**Supplied material:**
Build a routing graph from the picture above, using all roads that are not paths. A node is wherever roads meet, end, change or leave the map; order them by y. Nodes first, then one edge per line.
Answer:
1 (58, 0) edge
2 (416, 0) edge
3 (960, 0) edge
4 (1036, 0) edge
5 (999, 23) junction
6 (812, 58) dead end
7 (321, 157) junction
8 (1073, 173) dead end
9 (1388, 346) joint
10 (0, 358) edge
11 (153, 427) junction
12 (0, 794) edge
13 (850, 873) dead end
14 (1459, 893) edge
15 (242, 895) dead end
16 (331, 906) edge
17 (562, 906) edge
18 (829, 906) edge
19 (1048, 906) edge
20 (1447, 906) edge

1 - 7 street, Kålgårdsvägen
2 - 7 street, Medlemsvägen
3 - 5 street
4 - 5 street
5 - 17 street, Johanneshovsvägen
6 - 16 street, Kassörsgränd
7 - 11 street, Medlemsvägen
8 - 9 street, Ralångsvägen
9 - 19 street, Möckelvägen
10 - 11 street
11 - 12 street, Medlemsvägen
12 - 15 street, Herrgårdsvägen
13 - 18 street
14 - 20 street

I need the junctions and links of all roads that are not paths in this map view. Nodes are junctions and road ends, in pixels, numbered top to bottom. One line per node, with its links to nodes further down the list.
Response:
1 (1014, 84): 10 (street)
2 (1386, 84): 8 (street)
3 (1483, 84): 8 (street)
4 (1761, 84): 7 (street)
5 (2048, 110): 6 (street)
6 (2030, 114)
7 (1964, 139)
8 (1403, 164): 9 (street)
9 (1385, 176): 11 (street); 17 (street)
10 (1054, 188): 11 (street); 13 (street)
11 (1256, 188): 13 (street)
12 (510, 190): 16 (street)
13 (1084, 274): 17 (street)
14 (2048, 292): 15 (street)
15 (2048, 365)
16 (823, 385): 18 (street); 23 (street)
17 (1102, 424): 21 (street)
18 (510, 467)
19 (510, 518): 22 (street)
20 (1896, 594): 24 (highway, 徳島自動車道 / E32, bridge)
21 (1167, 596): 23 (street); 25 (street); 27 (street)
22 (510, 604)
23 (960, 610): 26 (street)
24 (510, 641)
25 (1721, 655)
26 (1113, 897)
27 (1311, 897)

**Exercise directions:**
Extract the full listing above without altering anything.

**Task response:**
Build a routing graph from the picture above, using all roads that are not paths. A node is wherever roads meet, end, change or leave the map; order them by y. Nodes first, then one edge per line.
Answer:
1 (58, 0) edge
2 (416, 0) edge
3 (960, 0) edge
4 (1036, 0) edge
5 (999, 23) junction
6 (812, 58) dead end
7 (321, 157) junction
8 (1073, 173) dead end
9 (1388, 346) joint
10 (0, 358) edge
11 (153, 427) junction
12 (0, 794) edge
13 (850, 873) dead end
14 (1459, 893) edge
15 (242, 895) dead end
16 (331, 906) edge
17 (562, 906) edge
18 (829, 906) edge
19 (1048, 906) edge
20 (1447, 906) edge

1 - 7 street, Kålgårdsvägen
2 - 7 street, Medlemsvägen
3 - 5 street
4 - 5 street
5 - 17 street, Johanneshovsvägen
6 - 16 street, Kassörsgränd
7 - 11 street, Medlemsvägen
8 - 9 street, Ralångsvägen
9 - 19 street, Möckelvägen
10 - 11 street
11 - 12 street, Medlemsvägen
12 - 15 street, Herrgårdsvägen
13 - 18 street
14 - 20 street

I need the junctions and links of all roads that are not paths in this map view. Nodes are junctions and road ends, in pixels, numbered top to bottom. One line per node, with its links to nodes further down the list.
Response:
1 (1014, 84): 10 (street)
2 (1386, 84): 8 (street)
3 (1483, 84): 8 (street)
4 (1761, 84): 7 (street)
5 (2048, 110): 6 (street)
6 (2030, 114)
7 (1964, 139)
8 (1403, 164): 9 (street)
9 (1385, 176): 11 (street); 17 (street)
10 (1054, 188): 11 (street); 13 (street)
11 (1256, 188): 13 (street)
12 (510, 190): 16 (street)
13 (1084, 274): 17 (street)
14 (2048, 292): 15 (street)
15 (2048, 365)
16 (823, 385): 18 (street); 23 (street)
17 (1102, 424): 21 (street)
18 (510, 467)
19 (510, 518): 22 (street)
20 (1896, 594): 24 (highway, 徳島自動車道 / E32, bridge)
21 (1167, 596): 23 (street); 25 (street); 27 (street)
22 (510, 604)
23 (960, 610): 26 (street)
24 (510, 641)
25 (1721, 655)
26 (1113, 897)
27 (1311, 897)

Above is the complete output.